Tora was grateful. Really, there was hope for this kid. “So what now?” he asked. “I don’t guess I’ll get the job.”
“There was talk last night. Kata
Sensei
and Matsue
Sensei
arguing. I couldn’t hear all the words. Matsue
Sensei
doesn’t like you, but Kata
Sensei
was very impressed.”
“He can’t be too impressed after what happened,” said Tora. “Who brought me here?”
“Two of the students and me.”
“Thanks. What about the students?”
“They think you should stay.” Kinjiro grinned. “They figure they can learn to beat you. Matsue
Sensei
won’t waste his time on them.”
Tora snorted and touched his sore head. “I guess he’s done me an honor then. That makes me feel a lot better.”
“Matsue
Sensei
’s a bit fanatical about being the best. You want to wash? There’s a lot of blood on you.”
“Make myself presentable to express my thanks for the welcome, you mean? I don’t think I’ve got the strength yet to deal with all those students who’re planning to challenge me.”
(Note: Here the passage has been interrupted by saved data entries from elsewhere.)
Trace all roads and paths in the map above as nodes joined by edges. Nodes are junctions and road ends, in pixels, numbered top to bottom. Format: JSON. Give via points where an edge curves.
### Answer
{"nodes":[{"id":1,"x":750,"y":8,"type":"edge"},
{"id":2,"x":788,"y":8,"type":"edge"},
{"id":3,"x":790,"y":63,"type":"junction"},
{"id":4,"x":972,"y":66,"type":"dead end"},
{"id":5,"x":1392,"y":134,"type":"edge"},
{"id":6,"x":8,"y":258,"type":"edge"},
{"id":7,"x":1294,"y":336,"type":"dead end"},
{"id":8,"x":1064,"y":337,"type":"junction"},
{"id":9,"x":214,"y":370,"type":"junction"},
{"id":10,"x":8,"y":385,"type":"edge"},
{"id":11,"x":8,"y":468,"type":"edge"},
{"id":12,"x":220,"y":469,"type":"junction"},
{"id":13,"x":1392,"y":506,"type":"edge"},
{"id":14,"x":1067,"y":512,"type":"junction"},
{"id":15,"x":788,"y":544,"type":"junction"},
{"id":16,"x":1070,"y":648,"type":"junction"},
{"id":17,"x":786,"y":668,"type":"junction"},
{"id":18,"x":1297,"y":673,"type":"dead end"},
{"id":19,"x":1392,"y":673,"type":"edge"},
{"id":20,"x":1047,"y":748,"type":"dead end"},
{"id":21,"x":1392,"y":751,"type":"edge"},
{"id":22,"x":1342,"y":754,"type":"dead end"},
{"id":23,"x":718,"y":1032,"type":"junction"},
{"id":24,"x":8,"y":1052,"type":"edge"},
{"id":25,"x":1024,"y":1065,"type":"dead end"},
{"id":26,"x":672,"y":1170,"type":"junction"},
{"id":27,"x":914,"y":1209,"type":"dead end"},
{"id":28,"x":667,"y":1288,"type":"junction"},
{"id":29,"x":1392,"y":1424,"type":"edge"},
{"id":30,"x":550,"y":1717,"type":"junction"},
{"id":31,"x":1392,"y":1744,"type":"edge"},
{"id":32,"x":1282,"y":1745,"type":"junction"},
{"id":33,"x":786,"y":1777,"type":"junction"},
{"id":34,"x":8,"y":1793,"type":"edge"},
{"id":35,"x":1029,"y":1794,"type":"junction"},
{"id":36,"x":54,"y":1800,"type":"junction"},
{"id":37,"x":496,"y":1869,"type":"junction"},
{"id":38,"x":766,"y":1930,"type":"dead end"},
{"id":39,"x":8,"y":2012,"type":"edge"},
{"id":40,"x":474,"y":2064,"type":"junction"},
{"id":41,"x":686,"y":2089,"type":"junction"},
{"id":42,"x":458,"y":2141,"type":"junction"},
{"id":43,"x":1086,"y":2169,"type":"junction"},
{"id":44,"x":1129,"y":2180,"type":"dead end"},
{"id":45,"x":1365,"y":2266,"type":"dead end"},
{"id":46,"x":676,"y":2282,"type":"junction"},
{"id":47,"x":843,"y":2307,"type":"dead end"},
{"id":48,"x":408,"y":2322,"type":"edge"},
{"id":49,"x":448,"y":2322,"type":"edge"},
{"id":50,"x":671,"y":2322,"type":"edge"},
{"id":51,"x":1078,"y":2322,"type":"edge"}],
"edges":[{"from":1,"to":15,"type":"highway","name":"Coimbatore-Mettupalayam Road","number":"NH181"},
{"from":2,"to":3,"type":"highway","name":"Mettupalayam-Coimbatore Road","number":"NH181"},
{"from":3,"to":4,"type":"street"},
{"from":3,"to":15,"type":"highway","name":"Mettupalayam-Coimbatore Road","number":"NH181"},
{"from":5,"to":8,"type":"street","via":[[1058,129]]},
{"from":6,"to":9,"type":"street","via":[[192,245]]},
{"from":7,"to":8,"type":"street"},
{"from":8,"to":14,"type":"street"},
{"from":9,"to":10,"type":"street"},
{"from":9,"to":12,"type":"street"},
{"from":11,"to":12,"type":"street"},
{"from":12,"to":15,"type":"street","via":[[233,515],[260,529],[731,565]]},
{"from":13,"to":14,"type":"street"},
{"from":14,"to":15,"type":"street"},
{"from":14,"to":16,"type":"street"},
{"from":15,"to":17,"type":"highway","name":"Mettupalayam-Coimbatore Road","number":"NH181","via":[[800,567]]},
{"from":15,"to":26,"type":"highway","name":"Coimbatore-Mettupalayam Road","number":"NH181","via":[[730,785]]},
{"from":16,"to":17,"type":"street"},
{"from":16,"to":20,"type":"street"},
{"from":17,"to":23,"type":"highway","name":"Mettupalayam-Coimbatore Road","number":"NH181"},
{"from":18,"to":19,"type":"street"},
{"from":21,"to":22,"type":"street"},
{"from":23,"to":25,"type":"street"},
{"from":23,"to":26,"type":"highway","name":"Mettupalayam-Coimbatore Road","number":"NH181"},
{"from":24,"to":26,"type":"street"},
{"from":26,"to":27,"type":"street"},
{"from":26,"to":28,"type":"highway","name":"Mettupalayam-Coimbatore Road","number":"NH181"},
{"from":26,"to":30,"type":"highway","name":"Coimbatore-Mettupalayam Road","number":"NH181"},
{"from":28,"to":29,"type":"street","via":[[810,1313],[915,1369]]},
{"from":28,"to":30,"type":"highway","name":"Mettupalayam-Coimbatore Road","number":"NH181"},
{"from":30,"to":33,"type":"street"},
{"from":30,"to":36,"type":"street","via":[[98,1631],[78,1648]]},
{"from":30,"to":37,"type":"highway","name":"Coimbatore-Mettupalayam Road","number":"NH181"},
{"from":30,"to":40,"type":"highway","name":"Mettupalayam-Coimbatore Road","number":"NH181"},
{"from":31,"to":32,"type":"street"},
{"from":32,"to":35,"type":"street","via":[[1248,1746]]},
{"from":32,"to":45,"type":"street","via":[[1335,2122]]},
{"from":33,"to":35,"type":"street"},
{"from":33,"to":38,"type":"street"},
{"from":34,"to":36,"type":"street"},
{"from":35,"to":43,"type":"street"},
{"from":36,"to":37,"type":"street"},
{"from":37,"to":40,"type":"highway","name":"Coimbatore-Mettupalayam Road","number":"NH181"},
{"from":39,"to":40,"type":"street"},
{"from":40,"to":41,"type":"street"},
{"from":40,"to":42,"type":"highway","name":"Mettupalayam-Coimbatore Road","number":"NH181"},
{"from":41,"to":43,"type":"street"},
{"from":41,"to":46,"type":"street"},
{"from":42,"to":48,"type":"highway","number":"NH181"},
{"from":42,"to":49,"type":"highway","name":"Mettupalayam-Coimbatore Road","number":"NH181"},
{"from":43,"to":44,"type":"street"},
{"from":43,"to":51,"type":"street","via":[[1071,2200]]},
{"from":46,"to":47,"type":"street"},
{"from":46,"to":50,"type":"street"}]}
Kinjiro laughed. “You’re funny. I like you.”
Tora reached across and tousled the boy’s hair. “I like you, too. Thanks for bringing the water and food.”
Kinjiro flushed. “It was nothing,” he said gruffly.
Tora eyed him thoughtfully. “Tell me about yourself while I try to stop my head from acting like it’s about to burst open like a ripe melon.”
“There’s nothing to tell. What you see is what I am.”
“Not much then. But in time, with some proper food, you may fill out.”
“Yeah. I’m not stupid. They feed me here.”
“And they didn’t at home?”
The boy spat. “Home!”
“No parents? No brothers and sisters?”
“I wish!” This was said with such venom that Tora raised his brows.
“Oh?”
“I don’t want to talk about it.” The boy moved impatiently. “What about you?”
“Oh, my family’s nothing special. They were peasants. We had a small bit of land at the end of the eastern highway. They’re all dead now.”